Instructions to follow ▸ Can you print every record below exactly as written?

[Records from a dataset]
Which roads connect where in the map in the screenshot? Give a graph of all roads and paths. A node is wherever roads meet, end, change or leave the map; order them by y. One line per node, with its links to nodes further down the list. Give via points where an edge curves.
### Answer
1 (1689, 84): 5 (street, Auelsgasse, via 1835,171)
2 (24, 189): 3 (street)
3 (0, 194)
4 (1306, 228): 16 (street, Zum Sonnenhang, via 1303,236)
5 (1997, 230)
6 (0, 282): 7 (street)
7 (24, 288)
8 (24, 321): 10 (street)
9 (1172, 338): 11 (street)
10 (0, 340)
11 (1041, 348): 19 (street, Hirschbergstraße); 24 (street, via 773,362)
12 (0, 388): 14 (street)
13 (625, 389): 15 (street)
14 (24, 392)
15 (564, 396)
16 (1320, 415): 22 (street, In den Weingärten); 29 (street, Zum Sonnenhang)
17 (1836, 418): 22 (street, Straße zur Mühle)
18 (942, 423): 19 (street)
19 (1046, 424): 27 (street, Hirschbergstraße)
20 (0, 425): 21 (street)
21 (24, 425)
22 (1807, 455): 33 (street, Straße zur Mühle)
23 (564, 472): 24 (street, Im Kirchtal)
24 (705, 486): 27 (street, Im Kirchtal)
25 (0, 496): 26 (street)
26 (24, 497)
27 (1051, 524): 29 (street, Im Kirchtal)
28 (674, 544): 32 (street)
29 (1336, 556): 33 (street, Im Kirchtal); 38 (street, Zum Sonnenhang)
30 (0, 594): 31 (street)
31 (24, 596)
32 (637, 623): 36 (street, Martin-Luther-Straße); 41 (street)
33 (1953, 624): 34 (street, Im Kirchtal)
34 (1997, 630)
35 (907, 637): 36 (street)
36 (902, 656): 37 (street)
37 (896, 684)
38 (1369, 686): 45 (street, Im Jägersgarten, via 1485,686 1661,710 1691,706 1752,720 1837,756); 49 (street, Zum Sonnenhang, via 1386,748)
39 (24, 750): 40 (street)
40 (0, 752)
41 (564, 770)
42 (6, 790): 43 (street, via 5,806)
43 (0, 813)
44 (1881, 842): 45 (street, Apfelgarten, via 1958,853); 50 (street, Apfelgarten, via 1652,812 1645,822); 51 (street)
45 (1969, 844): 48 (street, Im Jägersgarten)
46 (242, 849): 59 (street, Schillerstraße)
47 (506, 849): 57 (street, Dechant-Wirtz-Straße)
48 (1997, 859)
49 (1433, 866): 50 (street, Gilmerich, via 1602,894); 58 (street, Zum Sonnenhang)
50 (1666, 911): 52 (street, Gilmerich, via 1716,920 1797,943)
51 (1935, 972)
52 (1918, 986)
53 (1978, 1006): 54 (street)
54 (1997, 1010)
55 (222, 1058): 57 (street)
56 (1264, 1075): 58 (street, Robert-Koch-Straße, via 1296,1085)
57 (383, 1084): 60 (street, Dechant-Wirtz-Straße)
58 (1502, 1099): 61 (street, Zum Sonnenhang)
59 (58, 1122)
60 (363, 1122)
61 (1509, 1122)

Answer space ▸
Which roads connect where in the map in the screenshot? Give a graph of all roads and paths. A node is wherever roads meet, end, change or leave the map; order them by y. One line per node, with its links to nodes further down the list. Give via points where an edge curves.
### Answer
1 (1689, 84): 5 (street, Auelsgasse, via 1835,171)
2 (24, 189): 3 (street)
3 (0, 194)
4 (1306, 228): 16 (street, Zum Sonnenhang, via 1303,236)
5 (1997, 230)
6 (0, 282): 7 (street)
7 (24, 288)
8 (24, 321): 10 (street)
9 (1172, 338): 11 (street)
10 (0, 340)
11 (1041, 348): 19 (street, Hirschbergstraße); 24 (street, via 773,362)
12 (0, 388): 14 (street)
13 (625, 389): 15 (street)
14 (24, 392)
15 (564, 396)
16 (1320, 415): 22 (street, In den Weingärten); 29 (street, Zum Sonnenhang)
17 (1836, 418): 22 (street, Straße zur Mühle)
18 (942, 423): 19 (street)
19 (1046, 424): 27 (street, Hirschbergstraße)
20 (0, 425): 21 (street)
21 (24, 425)
22 (1807, 455): 33 (street, Straße zur Mühle)
23 (564, 472): 24 (street, Im Kirchtal)
24 (705, 486): 27 (street, Im Kirchtal)
25 (0, 496): 26 (street)
26 (24, 497)
27 (1051, 524): 29 (street, Im Kirchtal)
28 (674, 544): 32 (street)
29 (1336, 556): 33 (street, Im Kirchtal); 38 (street, Zum Sonnenhang)
30 (0, 594): 31 (street)
31 (24, 596)
32 (637, 623): 36 (street, Martin-Luther-Straße); 41 (street)
33 (1953, 624): 34 (street, Im Kirchtal)
34 (1997, 630)
35 (907, 637): 36 (street)
36 (902, 656): 37 (street)
37 (896, 684)
38 (1369, 686): 45 (street, Im Jägersgarten, via 1485,686 1661,710 1691,706 1752,720 1837,756); 49 (street, Zum Sonnenhang, via 1386,748)
39 (24, 750): 40 (street)
40 (0, 752)
41 (564, 770)
42 (6, 790): 43 (street, via 5,806)
43 (0, 813)
44 (1881, 842): 45 (street, Apfelgarten, via 1958,853); 50 (street, Apfelgarten, via 1652,812 1645,822); 51 (street)
45 (1969, 844): 48 (street, Im Jägersgarten)
46 (242, 849): 59 (street, Schillerstraße)
47 (506, 849): 57 (street, Dechant-Wirtz-Straße)
48 (1997, 859)
49 (1433, 866): 50 (street, Gilmerich, via 1602,894); 58 (street, Zum Sonnenhang)
50 (1666, 911): 52 (street, Gilmerich, via 1716,920 1797,943)
51 (1935, 972)
52 (1918, 986)
53 (1978, 1006): 54 (street)
54 (1997, 1010)
55 (222, 1058): 57 (street)
56 (1264, 1075): 58 (street, Robert-Koch-Straße, via 1296,1085)
57 (383, 1084): 60 (street, Dechant-Wirtz-Straße)
58 (1502, 1099): 61 (street, Zum Sonnenhang)
59 (58, 1122)
60 (363, 1122)
61 (1509, 1122)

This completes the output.